= Requirement =
In the entries below, find the lines that include "hand" and give their number as the whole reply.

[Images with pose keypoints]

___

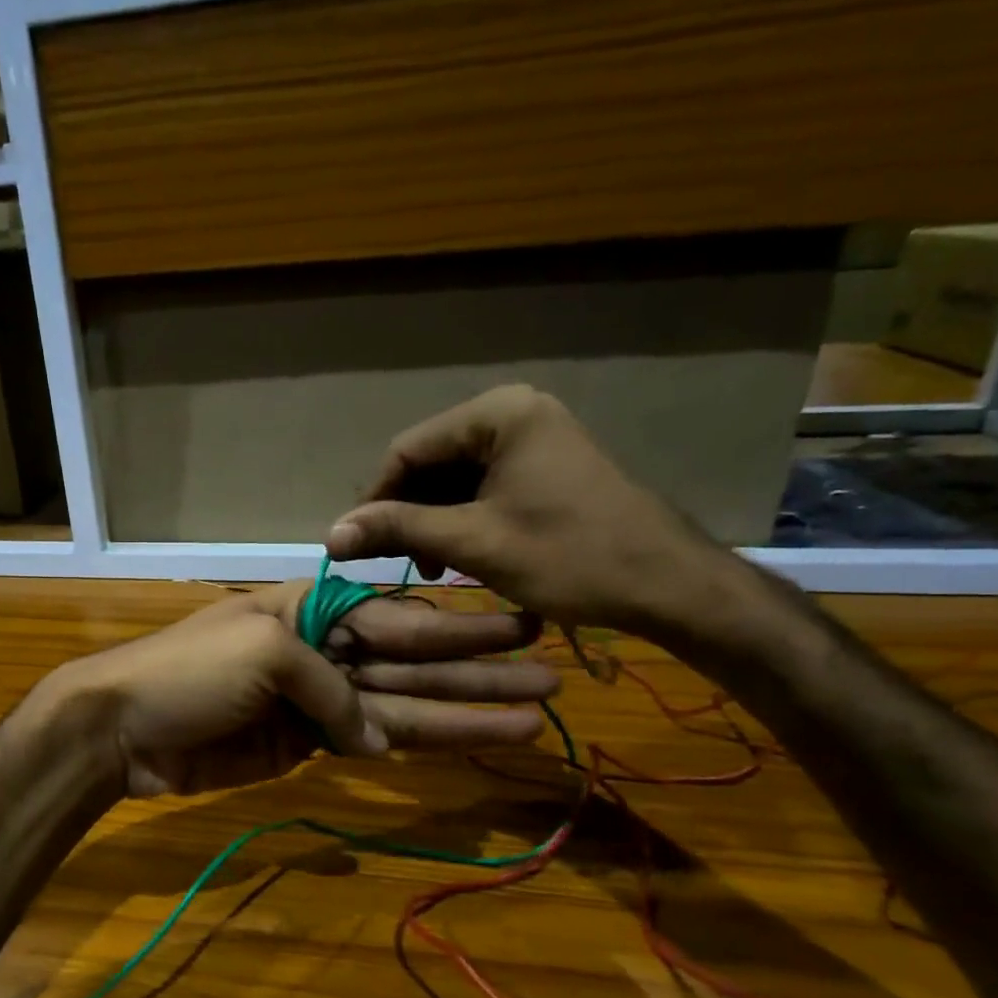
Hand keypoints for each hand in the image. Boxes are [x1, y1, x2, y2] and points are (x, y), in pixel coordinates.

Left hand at [38, 582, 557, 797]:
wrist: (123, 728)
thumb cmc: (189, 671)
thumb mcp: (265, 653)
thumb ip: (331, 688)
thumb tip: (370, 736)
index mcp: (314, 609)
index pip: (400, 618)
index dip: (460, 629)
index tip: (521, 626)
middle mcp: (323, 650)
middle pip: (413, 663)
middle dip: (478, 672)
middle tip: (551, 677)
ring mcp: (316, 702)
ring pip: (400, 707)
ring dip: (462, 714)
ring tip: (530, 719)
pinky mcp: (304, 746)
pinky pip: (368, 742)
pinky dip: (411, 745)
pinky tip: (462, 745)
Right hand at [324, 386, 740, 636]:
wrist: (668, 585)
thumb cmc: (569, 556)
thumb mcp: (473, 542)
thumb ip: (397, 530)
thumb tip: (330, 535)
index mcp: (497, 414)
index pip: (407, 450)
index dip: (375, 500)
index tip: (356, 547)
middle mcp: (513, 413)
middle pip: (430, 462)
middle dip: (407, 513)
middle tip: (398, 563)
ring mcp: (533, 438)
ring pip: (454, 478)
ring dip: (432, 521)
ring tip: (429, 566)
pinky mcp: (544, 466)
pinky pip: (483, 487)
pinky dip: (462, 520)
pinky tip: (457, 555)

___

= Solution for this task =
3